ExBurn v0.1.0 uses numerical differentiation (finite differences) to compute gradients. This is the main performance bottleneck.

Central differences:  ∂L/∂w ≈ (L(w + ε) - L(w - ε)) / 2ε
One-sided:            ∂L/∂w ≈ (L(w + ε) - L(w)) / ε

Impact: For a model with N scalar parameters, central differences requires 2N forward passes per mini-batch. A 100K-parameter model needs 200K forward passes per batch.

Choosing a Gradient Method

# Default: central differences (more accurate, slower)
grads = ExBurn.Training.compute_gradients(model, {x, y}, grad_method: :numerical)

# Faster: one-sided differences (less accurate, ~2x faster)
grads = ExBurn.Training.compute_gradients(model, {x, y}, grad_method: :numerical_batch)

Method	Forward Passes	Error Order	When to Use
`:numerical`	2N	O(ε²)	Small models, high accuracy needed
`:numerical_batch`	N+1	O(ε)	Larger models, speed matters more

When Autodiff Arrives (v0.3.0)

Burn's Autodiff backend will compute exact gradients in a single backward pass, regardless of parameter count. This is a game-changer:

Numerical (v0.1.0):  200K forward passes for 100K params
Autodiff (v0.3.0):   1 backward pass for any model size

Recommendation: For now, keep models small (< 50K params) for training. Use larger models only for inference.

Choosing an Optimizer

Adam (Default)

Best general-purpose optimizer. Adapts learning rates per-parameter.

ExBurn.Model.compile(model, optimizer: :adam, learning_rate: 0.001)
# beta1=0.9, beta2=0.999, epsilon=1e-8

When to use: Default choice for most tasks. Works well with default hyperparameters.

Tips:

learning_rate: 0.001 is a good starting point
Reduce to 0.0001 if training is unstable
Increase to 0.01 if convergence is very slow

SGD with Momentum

Can achieve better generalization than Adam with proper tuning.

ExBurn.Model.compile(model, optimizer: :sgd, learning_rate: 0.01)
# momentum=0.9

When to use: When you need maximum generalization and have time to tune.

Tips:

Requires higher learning rate than Adam (typically 0.01–0.1)

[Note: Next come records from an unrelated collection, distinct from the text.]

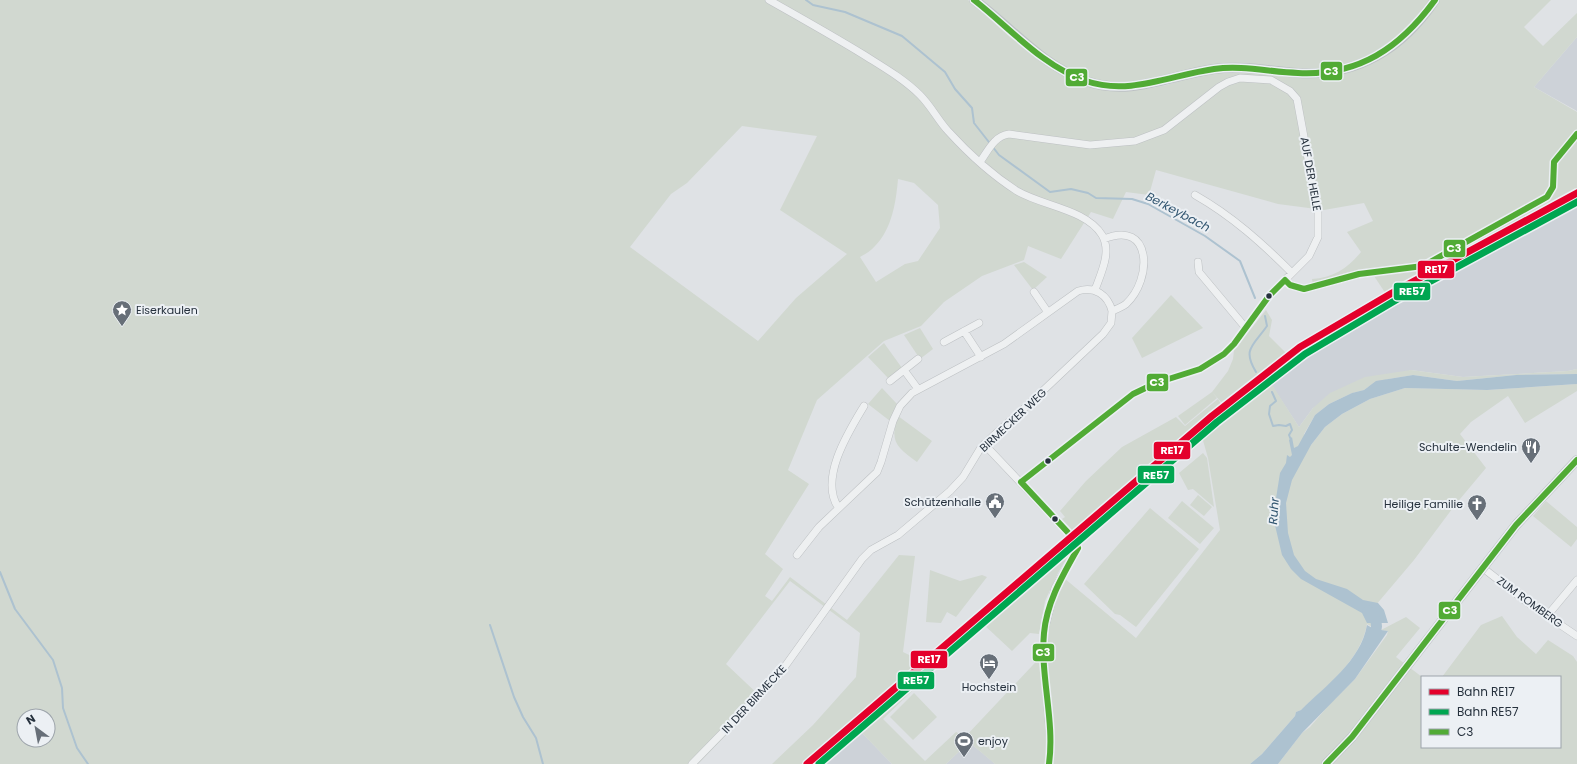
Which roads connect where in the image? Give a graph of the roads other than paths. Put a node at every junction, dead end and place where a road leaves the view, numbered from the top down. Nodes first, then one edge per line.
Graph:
1 (769, 0) edge
2 (974, 0) edge
3 (1435, 0) edge
4 (1273, 76) junction
5 (1577, 134) edge
6 (980, 162) junction
7 (1194, 195) dead end
8 (1104, 239) junction
9 (1198, 262) dead end
10 (1292, 273) junction
11 (1285, 280) junction
12 (1096, 290) junction
13 (1034, 292) dead end
14 (1047, 311) junction
15 (1112, 311) junction
16 (979, 322) dead end
17 (1245, 327) junction
18 (964, 331) junction
19 (944, 342) dead end
20 (982, 357) junction
21 (918, 359) dead end
22 (904, 370) junction
23 (890, 381) dead end
24 (918, 389) junction
25 (864, 406) dead end
26 (984, 444) junction
27 (1577, 460) edge
28 (1021, 482) junction
29 (838, 507) junction
30 (797, 555) dead end
31 (1483, 568) junction
32 (1577, 580) edge
33 (826, 610) joint
34 (1547, 616) junction
35 (1577, 636) edge
36 (692, 764) edge
37 (1049, 764) edge
38 (1326, 764) edge

1 - 6 street
2 - 4 street
3 - 4 street
4 - 6 street
4 - 10 street, AUF DER HELLE
5 - 11 street
6 - 8 street
7 - 10 street
8 - 12 street
8 - 15 street
9 - 17 street
10 - 11 street, AUF DER HELLE
11 - 17 street, AUF DER HELLE
12 - 14 street
12 - 15 street
13 - 14 street
14 - 20 street
15 - 26 street, BIRMECKER WEG
16 - 18 street
17 - 28 street, AUF DER HELLE
18 - 19 street
18 - 20 street
20 - 24 street
21 - 22 street
22 - 23 street
22 - 24 street
24 - 29 street
25 - 29 street
26 - 28 street
26 - 33 street, BIRMECKER WEG
27 - 31 street
28 - 37 street
29 - 30 street
31 - 34 street, ZUM ROMBERG
31 - 38 street
32 - 34 street
33 - 36 street, IN DER BIRMECKE
34 - 35 street, ZUM ROMBERG

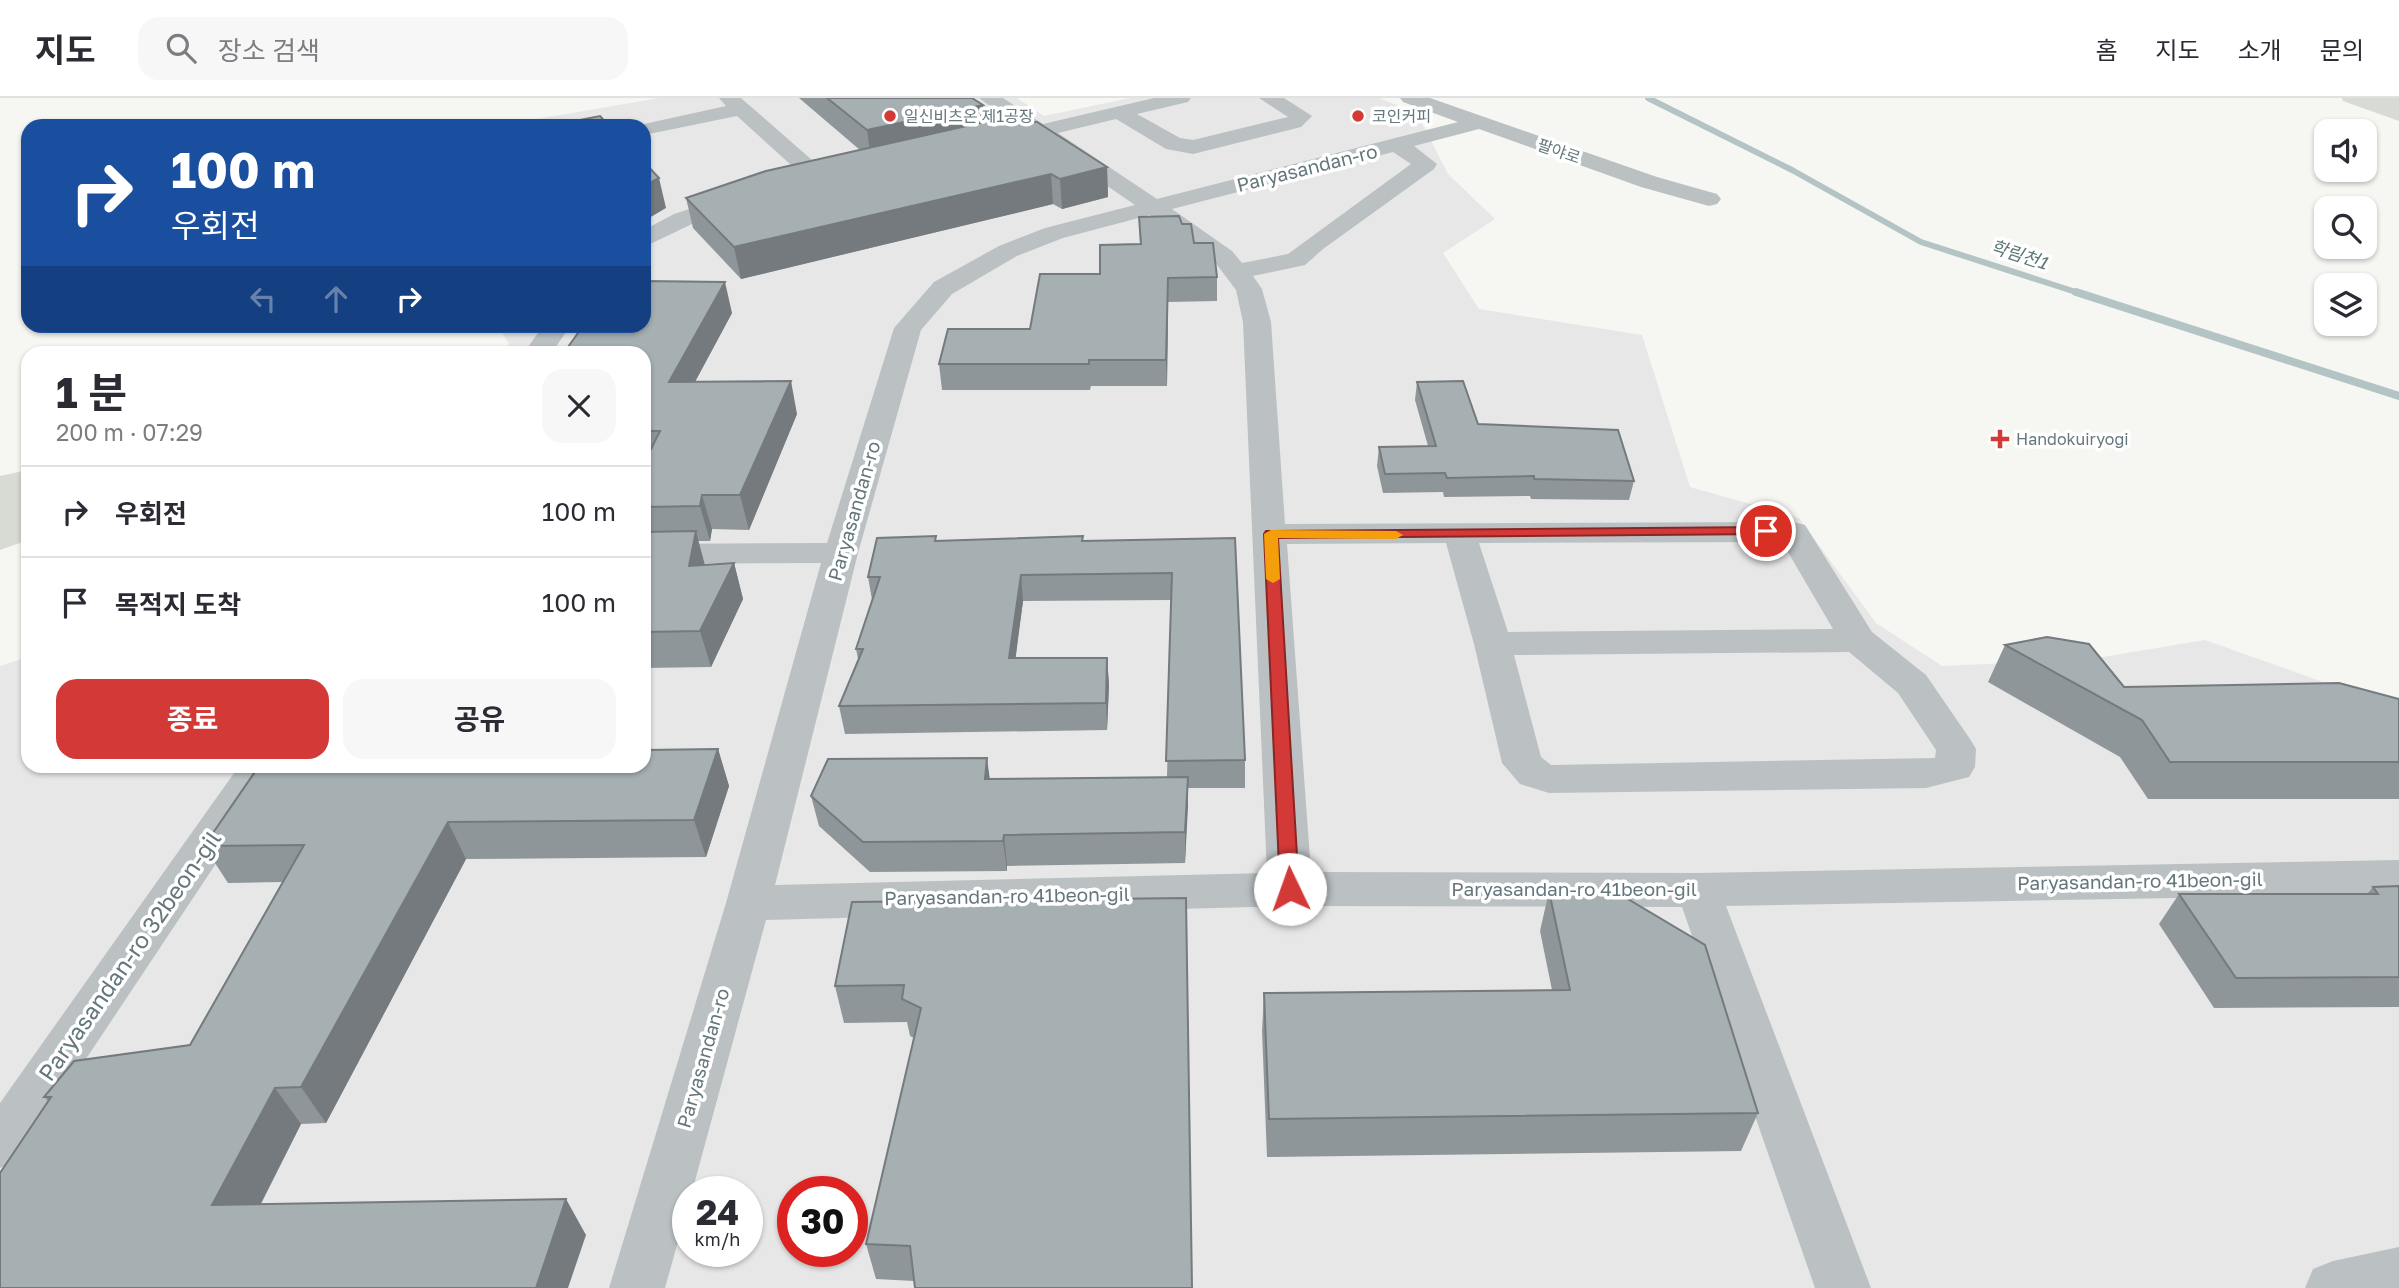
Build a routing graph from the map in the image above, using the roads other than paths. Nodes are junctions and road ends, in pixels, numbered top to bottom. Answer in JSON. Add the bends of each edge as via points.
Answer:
{"nodes":[{"id":1,"x":989,"y":98,"type":"edge"},
{"id":2,"x":1181,"y":98,"type":"edge"},
{"id":3,"x":1269,"y":98,"type":"edge"},
{"id":4,"x":1410,"y":98,"type":"edge"},
{"id":5,"x":735,"y":104,"type":"edge"},
{"id":6,"x":1118,"y":112,"type":"junction"},
{"id":7,"x":1478,"y":123,"type":"junction"},
{"id":8,"x":651,"y":127,"type":"edge"},
{"id":9,"x":1040,"y":131,"type":"junction"},
{"id":10,"x":1001,"y":139,"type":"edge"},
{"id":11,"x":1398,"y":145,"type":"junction"},
{"id":12,"x":846,"y":173,"type":"edge"},
{"id":13,"x":820,"y":179,"type":"junction"},
{"id":14,"x":793,"y":185,"type":"edge"},
{"id":15,"x":766,"y":192,"type":"edge"},
{"id":16,"x":1348,"y":193,"type":"dead end"},
{"id":17,"x":1709,"y":199,"type":"dead end"},
{"id":18,"x":1372,"y":205,"type":"junction"},
{"id":19,"x":1154,"y":208,"type":"junction"},
{"id":20,"x":651,"y":236,"type":"edge"},
{"id":21,"x":1237,"y":272,"type":"junction"},
{"id":22,"x":1271,"y":534,"type":"junction"},
{"id":23,"x":1460,"y":535,"type":"junction"},
{"id":24,"x":841,"y":553,"type":"junction"},
{"id":25,"x":651,"y":554,"type":"edge"},
{"id":26,"x":1858,"y":640,"type":"junction"},
{"id":27,"x":1493,"y":644,"type":"junction"},
{"id":28,"x":256,"y":773,"type":"edge"},
{"id":29,"x":2399,"y":877,"type":"edge"},
{"id":30,"x":1290,"y":889,"type":"junction"},
{"id":31,"x":1698,"y":890,"type":"junction"},
{"id":32,"x":748,"y":903,"type":"junction"},
{"id":33,"x":0,"y":1145,"type":"edge"},
{"id":34,"x":2399,"y":1274,"type":"edge"},
{"id":35,"x":637,"y":1288,"type":"edge"},
{"id":36,"x":1843,"y":1288,"type":"edge"},
{"id":37,"x":2333,"y":1288,"type":"edge"}],
"edges":[{"from":1,"to":9,"type":"street"},
{"from":2,"to":6,"type":"street"},
{"from":3,"to":6,"type":"street","via":[[1301,116],[1294,123],[1193,147],[1174,144]]},
{"from":4,"to":7,"type":"street","name":"팔야로"},
{"from":5,"to":8,"type":"street"},
{"from":5,"to":13,"type":"street"},
{"from":6,"to":9,"type":"street"},
{"from":7,"to":11,"type":"street","name":"Paryasandan-ro"},
{"from":7,"to":17,"type":"street","name":"팔야로"},
{"from":9,"to":10,"type":"street"},
{"from":9,"to":19,"type":"street"},
{"from":11,"to":18,"type":"street","via":[[1426,164]]},
{"from":11,"to":19,"type":"street","name":"Paryasandan-ro","via":[[1312,176]]},
{"from":12,"to":13,"type":"street"},
{"from":13,"to":14,"type":"street"},
{"from":15,"to":20,"type":"street","via":[[683,219]]},
{"from":16,"to":18,"type":"street"},
{"from":18,"to":21,"type":"street","via":[[1296,260]]},
{"from":19,"to":21,"type":"street","via":[[1213,248]]},
{"from":19,"to":24,"type":"street","name":"Paryasandan-ro","via":[[1054,233],[1007,251],[943,288],[924,307],[908,328],[899,354]]},
{"from":21,"to":22,"type":"street","via":[[1249,289],[1257,322]]},
{"from":22,"to":23,"type":"street"},
{"from":22,"to":30,"type":"street"},
{"from":23,"to":26,"type":"street","via":[[1793,532]]},
{"from":23,"to":27,"type":"street"},
{"from":24,"to":25,"type":"street"},
{"from":24,"to":32,"type":"street","name":"Paryasandan-ro"},
{"from":26,"to":27,"type":"street"},
{"from":26,"to":27,"type":"street","via":[[1912,684],[1955,749],[1955,767],[1926,774],[1549,779],[1522,763]]},
{"from":28,"to":33,"type":"street","name":"Paryasandan-ro 32beon-gil"},
{"from":29,"to":31,"type":"street","name":"Paryasandan-ro 41beon-gil"},
{"from":30,"to":31,"type":"street","name":"Paryasandan-ro 41beon-gil"},
{"from":30,"to":32,"type":"street","name":"Paryasandan-ro 41beon-gil"},
{"from":31,"to":36,"type":"street"},
{"from":32,"to":35,"type":"street","name":"Paryasandan-ro"},
{"from":34,"to":37,"type":"street"}]}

Use Nesterov momentum for faster convergence:

ExBurn.Training.fit(model, data, nesterov: true)

Combine with cosine annealing LR schedule for best results

RMSprop

Good for recurrent networks and non-stationary objectives.

ExBurn.Model.compile(model, optimizer: :rmsprop, learning_rate: 0.001)
# decay=0.9, epsilon=1e-8

When to use: RNNs, LSTMs, or when Adam diverges.

Optimizer Comparison

Optimizer	Convergence Speed	Generalization	Tuning Effort	Memory
Adam	Fast	Good	Low	2x params (m + v)
SGD + Momentum	Medium	Best	High	1x params (velocity)
RMSprop	Medium	Good	Medium	1x params (cache)

Learning Rate Strategies

Fixed Learning Rate

# No schedule — use constant learning rate
ExBurn.Model.compile(model, learning_rate: 0.001)

Step Decay

Reduce LR by a factor every N epochs. Good for long training runs.

# Halve the learning rate every 10 epochs
lr_schedule: {:step, 0.001, 10, 0.5}

Exponential Decay

Smooth decay. Good for medium-length training.

# Multiply LR by 0.95 each epoch
lr_schedule: {:exponential, 0.001, 0.95}

Cosine Annealing

Smoothly decay from base_lr to min_lr following a cosine curve. Often gives the best results.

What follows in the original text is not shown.